Downstairs, off the large lounge, was a snack shop. I ordered a burger and fries with a Coke. And sat at a table wishing I had a phone to—I don’t know—check Instagram, look at a map, anything—know what the date was.
Did I mention how badly this sucked?
I ate by myself and then remembered about the copy of my passport. I went to the lobby and waited in a queue of three travelers who stared and whispered.
A young woman with long dreadlocks was working the counter. Her brows furrowed when it was my turn. “Honey, you are a terrible mess,” she said in a thick French accent, emphasizing every word as if I hadn’t known. “A boy did this to you?”
“Um yeah, I’m a guest and—”
“It couldn’t have been a French boy, they would never.
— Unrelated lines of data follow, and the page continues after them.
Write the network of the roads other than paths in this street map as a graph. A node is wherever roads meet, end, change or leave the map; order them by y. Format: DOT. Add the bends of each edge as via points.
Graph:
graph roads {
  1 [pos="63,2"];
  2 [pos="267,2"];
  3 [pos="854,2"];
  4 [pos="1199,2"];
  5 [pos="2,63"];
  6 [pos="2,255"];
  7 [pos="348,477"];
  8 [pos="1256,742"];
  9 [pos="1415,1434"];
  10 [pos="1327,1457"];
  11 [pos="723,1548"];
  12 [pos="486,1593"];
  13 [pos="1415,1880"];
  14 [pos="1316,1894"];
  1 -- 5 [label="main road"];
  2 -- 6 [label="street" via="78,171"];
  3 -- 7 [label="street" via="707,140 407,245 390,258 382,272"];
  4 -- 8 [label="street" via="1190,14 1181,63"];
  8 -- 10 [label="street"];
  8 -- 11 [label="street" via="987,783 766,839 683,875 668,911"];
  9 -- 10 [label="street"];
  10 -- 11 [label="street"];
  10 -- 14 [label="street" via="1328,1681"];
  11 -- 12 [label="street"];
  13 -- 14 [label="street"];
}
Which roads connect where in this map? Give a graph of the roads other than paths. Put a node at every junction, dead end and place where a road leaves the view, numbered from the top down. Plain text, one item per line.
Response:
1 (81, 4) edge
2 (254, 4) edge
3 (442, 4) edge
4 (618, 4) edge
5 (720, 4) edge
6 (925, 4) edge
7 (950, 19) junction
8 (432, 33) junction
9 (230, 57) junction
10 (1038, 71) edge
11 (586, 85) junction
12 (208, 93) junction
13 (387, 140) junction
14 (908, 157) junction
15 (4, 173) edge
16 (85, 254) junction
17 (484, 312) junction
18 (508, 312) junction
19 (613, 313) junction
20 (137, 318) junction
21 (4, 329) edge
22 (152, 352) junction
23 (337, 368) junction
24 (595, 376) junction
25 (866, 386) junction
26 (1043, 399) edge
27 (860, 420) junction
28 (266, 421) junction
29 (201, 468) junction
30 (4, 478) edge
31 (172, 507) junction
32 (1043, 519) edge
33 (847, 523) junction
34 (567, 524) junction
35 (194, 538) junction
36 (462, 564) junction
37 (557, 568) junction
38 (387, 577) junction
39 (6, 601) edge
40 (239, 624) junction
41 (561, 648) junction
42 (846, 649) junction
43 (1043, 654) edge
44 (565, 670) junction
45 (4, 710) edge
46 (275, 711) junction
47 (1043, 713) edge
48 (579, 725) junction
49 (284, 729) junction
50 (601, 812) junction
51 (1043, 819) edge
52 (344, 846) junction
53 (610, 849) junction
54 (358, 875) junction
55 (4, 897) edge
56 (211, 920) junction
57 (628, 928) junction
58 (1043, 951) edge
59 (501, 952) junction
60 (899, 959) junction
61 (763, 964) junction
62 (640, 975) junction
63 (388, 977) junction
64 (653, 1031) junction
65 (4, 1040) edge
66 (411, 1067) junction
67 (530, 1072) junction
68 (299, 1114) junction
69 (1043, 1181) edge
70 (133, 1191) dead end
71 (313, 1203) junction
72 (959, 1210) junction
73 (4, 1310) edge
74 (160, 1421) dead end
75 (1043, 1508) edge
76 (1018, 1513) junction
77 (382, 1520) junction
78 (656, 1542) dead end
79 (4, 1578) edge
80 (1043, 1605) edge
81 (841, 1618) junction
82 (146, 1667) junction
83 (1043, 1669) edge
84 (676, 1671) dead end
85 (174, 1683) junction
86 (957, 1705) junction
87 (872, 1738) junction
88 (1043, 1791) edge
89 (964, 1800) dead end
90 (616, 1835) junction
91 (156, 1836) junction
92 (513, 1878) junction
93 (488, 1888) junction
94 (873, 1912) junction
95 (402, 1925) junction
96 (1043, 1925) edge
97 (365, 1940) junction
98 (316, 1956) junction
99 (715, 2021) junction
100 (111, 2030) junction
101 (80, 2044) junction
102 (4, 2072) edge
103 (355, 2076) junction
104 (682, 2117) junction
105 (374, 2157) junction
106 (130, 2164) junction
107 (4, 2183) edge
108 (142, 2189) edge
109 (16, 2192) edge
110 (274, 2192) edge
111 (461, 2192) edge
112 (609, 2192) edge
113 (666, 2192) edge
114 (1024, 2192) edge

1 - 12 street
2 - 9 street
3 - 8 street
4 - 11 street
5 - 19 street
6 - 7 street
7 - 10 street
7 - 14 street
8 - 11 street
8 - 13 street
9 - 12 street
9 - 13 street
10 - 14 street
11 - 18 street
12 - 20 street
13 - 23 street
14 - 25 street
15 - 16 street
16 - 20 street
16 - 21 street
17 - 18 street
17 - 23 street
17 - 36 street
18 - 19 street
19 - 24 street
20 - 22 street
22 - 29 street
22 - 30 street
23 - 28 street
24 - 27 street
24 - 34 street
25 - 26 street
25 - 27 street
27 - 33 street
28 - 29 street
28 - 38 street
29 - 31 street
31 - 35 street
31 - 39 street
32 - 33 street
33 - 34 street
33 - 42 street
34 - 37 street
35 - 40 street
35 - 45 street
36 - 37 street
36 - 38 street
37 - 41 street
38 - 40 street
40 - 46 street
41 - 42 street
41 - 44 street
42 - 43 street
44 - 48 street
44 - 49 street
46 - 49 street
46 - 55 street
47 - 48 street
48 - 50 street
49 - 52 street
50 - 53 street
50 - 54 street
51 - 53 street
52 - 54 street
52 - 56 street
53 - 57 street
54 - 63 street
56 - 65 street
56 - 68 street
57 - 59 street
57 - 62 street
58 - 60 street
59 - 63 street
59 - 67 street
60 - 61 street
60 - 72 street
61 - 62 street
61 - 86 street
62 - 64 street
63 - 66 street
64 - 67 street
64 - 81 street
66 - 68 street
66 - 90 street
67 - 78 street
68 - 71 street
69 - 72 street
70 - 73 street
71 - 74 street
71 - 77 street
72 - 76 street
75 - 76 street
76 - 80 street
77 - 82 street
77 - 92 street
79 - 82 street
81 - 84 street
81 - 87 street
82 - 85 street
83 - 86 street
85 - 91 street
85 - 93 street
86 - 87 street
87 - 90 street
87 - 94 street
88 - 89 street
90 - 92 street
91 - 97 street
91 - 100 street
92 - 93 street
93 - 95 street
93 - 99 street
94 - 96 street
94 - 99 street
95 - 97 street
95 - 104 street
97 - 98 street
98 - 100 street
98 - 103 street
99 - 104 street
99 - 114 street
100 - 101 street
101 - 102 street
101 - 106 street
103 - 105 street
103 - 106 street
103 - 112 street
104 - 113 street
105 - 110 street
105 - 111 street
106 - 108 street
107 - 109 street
It was what kind of boy?”
“British.”
She said, “Of course.” She shook her head sadly, a little knowingly.
“I wanted to make sure that a copy of my passport was emailed last night?”
The girl held up a piece of paper, studied it and then me. “I can not believe it, this is you?”
I nodded.
She raised her brows and exhaled slowly. “A nice boy will not make your face this way.” She squinted, as if that was Wise and Important and I needed to Let it Sink In. Sunk, thank you. She added, “This note came with it.”
It was a hand-scratched in Dad’s familiar scrawl:
Sid,
We’re working on a solution, hold tight.
Love you, Dad
I read it again and again. Tears rolling down my cheek.
One Hundred Ten
Sid
I tried to sit tight. The lounge was bustling with activity. Plenty of distractions, but the more I thought about it the more I knew—I had to go get my stuff. I knew it. But I was scared.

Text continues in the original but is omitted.